● Exercise goal: The records are given next. Repeat each one exactly.

********

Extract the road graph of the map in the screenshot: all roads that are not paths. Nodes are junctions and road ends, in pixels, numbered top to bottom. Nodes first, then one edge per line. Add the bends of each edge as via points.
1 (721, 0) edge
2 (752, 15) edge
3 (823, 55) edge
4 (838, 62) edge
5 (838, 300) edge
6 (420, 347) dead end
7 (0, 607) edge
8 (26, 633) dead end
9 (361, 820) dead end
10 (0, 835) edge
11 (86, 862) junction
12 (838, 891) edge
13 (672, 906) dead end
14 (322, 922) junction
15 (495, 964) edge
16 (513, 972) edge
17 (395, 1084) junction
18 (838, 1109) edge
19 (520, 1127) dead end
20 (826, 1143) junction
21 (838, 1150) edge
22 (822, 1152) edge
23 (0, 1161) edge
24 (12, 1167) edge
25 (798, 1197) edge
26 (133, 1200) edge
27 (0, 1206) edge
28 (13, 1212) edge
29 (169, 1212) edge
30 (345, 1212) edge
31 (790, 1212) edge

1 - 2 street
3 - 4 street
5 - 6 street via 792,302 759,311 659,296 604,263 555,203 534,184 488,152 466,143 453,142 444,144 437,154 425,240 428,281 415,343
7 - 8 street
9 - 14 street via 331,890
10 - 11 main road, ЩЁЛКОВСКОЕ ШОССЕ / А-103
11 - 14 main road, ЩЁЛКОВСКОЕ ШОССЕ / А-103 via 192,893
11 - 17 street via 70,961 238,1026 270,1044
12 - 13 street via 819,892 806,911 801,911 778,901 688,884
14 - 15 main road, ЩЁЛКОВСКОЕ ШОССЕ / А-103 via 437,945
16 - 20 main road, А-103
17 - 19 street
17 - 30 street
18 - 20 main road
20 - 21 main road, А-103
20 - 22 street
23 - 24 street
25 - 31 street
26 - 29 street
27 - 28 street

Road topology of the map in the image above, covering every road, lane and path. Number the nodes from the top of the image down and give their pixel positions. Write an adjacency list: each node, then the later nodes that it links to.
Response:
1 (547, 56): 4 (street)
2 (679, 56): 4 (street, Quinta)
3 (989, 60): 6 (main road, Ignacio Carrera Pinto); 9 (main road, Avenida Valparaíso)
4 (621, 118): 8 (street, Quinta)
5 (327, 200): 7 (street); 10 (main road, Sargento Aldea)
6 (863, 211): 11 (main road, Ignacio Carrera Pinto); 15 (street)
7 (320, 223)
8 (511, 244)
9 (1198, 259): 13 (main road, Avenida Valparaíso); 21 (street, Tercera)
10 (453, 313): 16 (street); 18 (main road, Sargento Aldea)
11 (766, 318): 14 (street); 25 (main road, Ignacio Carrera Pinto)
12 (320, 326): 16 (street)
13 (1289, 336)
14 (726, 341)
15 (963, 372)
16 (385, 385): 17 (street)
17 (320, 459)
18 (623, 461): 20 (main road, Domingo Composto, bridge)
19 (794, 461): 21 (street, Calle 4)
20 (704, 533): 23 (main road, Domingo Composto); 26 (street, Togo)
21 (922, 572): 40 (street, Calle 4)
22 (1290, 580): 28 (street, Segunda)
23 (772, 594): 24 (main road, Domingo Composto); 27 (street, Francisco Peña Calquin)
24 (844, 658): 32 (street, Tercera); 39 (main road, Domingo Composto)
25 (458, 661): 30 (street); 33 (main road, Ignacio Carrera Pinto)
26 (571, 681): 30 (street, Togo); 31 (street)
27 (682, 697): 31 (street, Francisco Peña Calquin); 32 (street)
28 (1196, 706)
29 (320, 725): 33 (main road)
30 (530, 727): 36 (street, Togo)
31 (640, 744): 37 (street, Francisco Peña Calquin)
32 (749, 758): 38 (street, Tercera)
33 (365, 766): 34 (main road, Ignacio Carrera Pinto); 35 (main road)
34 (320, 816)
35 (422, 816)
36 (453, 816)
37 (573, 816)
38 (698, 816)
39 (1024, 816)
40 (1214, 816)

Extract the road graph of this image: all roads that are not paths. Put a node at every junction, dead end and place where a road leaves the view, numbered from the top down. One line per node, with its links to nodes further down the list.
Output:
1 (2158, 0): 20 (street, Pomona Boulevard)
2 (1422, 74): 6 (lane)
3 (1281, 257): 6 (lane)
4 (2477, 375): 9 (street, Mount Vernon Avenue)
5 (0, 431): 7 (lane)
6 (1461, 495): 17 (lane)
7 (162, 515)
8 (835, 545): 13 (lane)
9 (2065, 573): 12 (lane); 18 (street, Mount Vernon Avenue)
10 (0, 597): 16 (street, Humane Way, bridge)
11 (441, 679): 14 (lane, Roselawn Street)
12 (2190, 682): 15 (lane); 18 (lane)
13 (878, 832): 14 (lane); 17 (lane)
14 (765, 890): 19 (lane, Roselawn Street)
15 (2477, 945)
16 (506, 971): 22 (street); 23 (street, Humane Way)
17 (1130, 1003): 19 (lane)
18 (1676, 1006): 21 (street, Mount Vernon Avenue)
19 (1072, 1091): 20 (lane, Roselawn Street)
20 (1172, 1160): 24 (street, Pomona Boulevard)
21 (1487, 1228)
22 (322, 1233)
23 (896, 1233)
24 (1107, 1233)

********

● Answer section:
Extract the road graph of the map in the screenshot: all roads that are not paths. Nodes are junctions and road ends, in pixels, numbered top to bottom. Nodes first, then one edge per line. Add the bends of each edge as via points.
1 (721, 0) edge
2 (752, 15) edge
3 (823, 55) edge
4 (838, 62) edge
5 (838, 300) edge
6 (420, 347) dead end
7 (0, 607) edge
8 (26, 633) dead end
9 (361, 820) dead end
10 (0, 835) edge
11 (86, 862) junction
12 (838, 891) edge
13 (672, 906) dead end
14 (322, 922) junction
15 (495, 964) edge
16 (513, 972) edge
17 (395, 1084) junction
18 (838, 1109) edge
19 (520, 1127) dead end
20 (826, 1143) junction
21 (838, 1150) edge
22 (822, 1152) edge
23 (0, 1161) edge
24 (12, 1167) edge
25 (798, 1197) edge
26 (133, 1200) edge
27 (0, 1206) edge
28 (13, 1212) edge
29 (169, 1212) edge
30 (345, 1212) edge
31 (790, 1212) edge

1 - 2 street
3 - 4 street
5 - 6 street via 792,302 759,311 659,296 604,263 555,203 534,184 488,152 466,143 453,142 444,144 437,154 425,240 428,281 415,343
7 - 8 street
9 - 14 street via 331,890
10 - 11 main road, ЩЁЛКОВСКОЕ ШОССЕ / А-103
11 - 14 main road, ЩЁЛКОВСКОЕ ШОССЕ / А-103 via 192,893
11 - 17 street via 70,961 238,1026 270,1044
12 - 13 street via 819,892 806,911 801,911 778,901 688,884
14 - 15 main road, ЩЁЛКОВСКОЕ ШОССЕ / А-103 via 437,945
16 - 20 main road, А-103
17 - 19 street
17 - 30 street
18 - 20 main road
20 - 21 main road, А-103
20 - 22 street
23 - 24 street
25 - 31 street
26 - 29 street
27 - 28 street

Road topology of the map in the image above, covering every road, lane and path. Number the nodes from the top of the image down and give their pixel positions. Write an adjacency list: each node, then the later nodes that it links to.
Response:
1 (547, 56): 4 (street)
2 (679, 56): 4 (street, Quinta)
3 (989, 60): 6 (main road, Ignacio Carrera Pinto); 9 (main road, Avenida Valparaíso)
4 (621, 118): 8 (street, Quinta)
5 (327, 200): 7 (street); 10 (main road, Sargento Aldea)
6 (863, 211): 11 (main road, Ignacio Carrera Pinto); 15 (street)
7 (320, 223)
8 (511, 244)
9 (1198, 259): 13 (main road, Avenida Valparaíso); 21 (street, Tercera)
10 (453, 313): 16 (street); 18 (main road, Sargento Aldea)
11 (766, 318): 14 (street); 25 (main road, Ignacio Carrera Pinto)
12 (320, 326): 16 (street)
13 (1289, 336)
14 (726, 341)
15 (963, 372)
16 (385, 385): 17 (street)
17 (320, 459)
18 (623, 461): 20 (main road, Domingo Composto, bridge)
19 (794, 461): 21 (street, Calle 4)
20 (704, 533): 23 (main road, Domingo Composto); 26 (street, Togo)
21 (922, 572): 40 (street, Calle 4)
22 (1290, 580): 28 (street, Segunda)
23 (772, 594): 24 (main road, Domingo Composto); 27 (street, Francisco Peña Calquin)
24 (844, 658): 32 (street, Tercera); 39 (main road, Domingo Composto)
25 (458, 661): 30 (street); 33 (main road, Ignacio Carrera Pinto)
26 (571, 681): 30 (street, Togo); 31 (street)
27 (682, 697): 31 (street, Francisco Peña Calquin); 32 (street)
28 (1196, 706)
29 (320, 725): 33 (main road)
30 (530, 727): 36 (street, Togo)
31 (640, 744): 37 (street, Francisco Peña Calquin)
32 (749, 758): 38 (street, Tercera)
33 (365, 766): 34 (main road, Ignacio Carrera Pinto); 35 (main road)
34 (320, 816)
35 (422, 816)
36 (453, 816)
37 (573, 816)
38 (698, 816)
39 (1024, 816)
40 (1214, 816)

Extract the road graph of this image: all roads that are not paths. Put a node at every junction, dead end and place where a road leaves the view, numbered from the top down. One line per node, with its links to nodes further down the list.
Output:
1 (2158, 0): 20 (street, Pomona Boulevard)
2 (1422, 74): 6 (lane)
3 (1281, 257): 6 (lane)
4 (2477, 375): 9 (street, Mount Vernon Avenue)
5 (0, 431): 7 (lane)
6 (1461, 495): 17 (lane)
7 (162, 515)
8 (835, 545): 13 (lane)
9 (2065, 573): 12 (lane); 18 (street, Mount Vernon Avenue)
10 (0, 597): 16 (street, Humane Way, bridge)
11 (441, 679): 14 (lane, Roselawn Street)
12 (2190, 682): 15 (lane); 18 (lane)
13 (878, 832): 14 (lane); 17 (lane)
14 (765, 890): 19 (lane, Roselawn Street)
15 (2477, 945)
16 (506, 971): 22 (street); 23 (street, Humane Way)
17 (1130, 1003): 19 (lane)
18 (1676, 1006): 21 (street, Mount Vernon Avenue)
19 (1072, 1091): 20 (lane, Roselawn Street)
20 (1172, 1160): 24 (street, Pomona Boulevard)
21 (1487, 1228)
22 (322, 1233)
23 (896, 1233)
24 (1107, 1233)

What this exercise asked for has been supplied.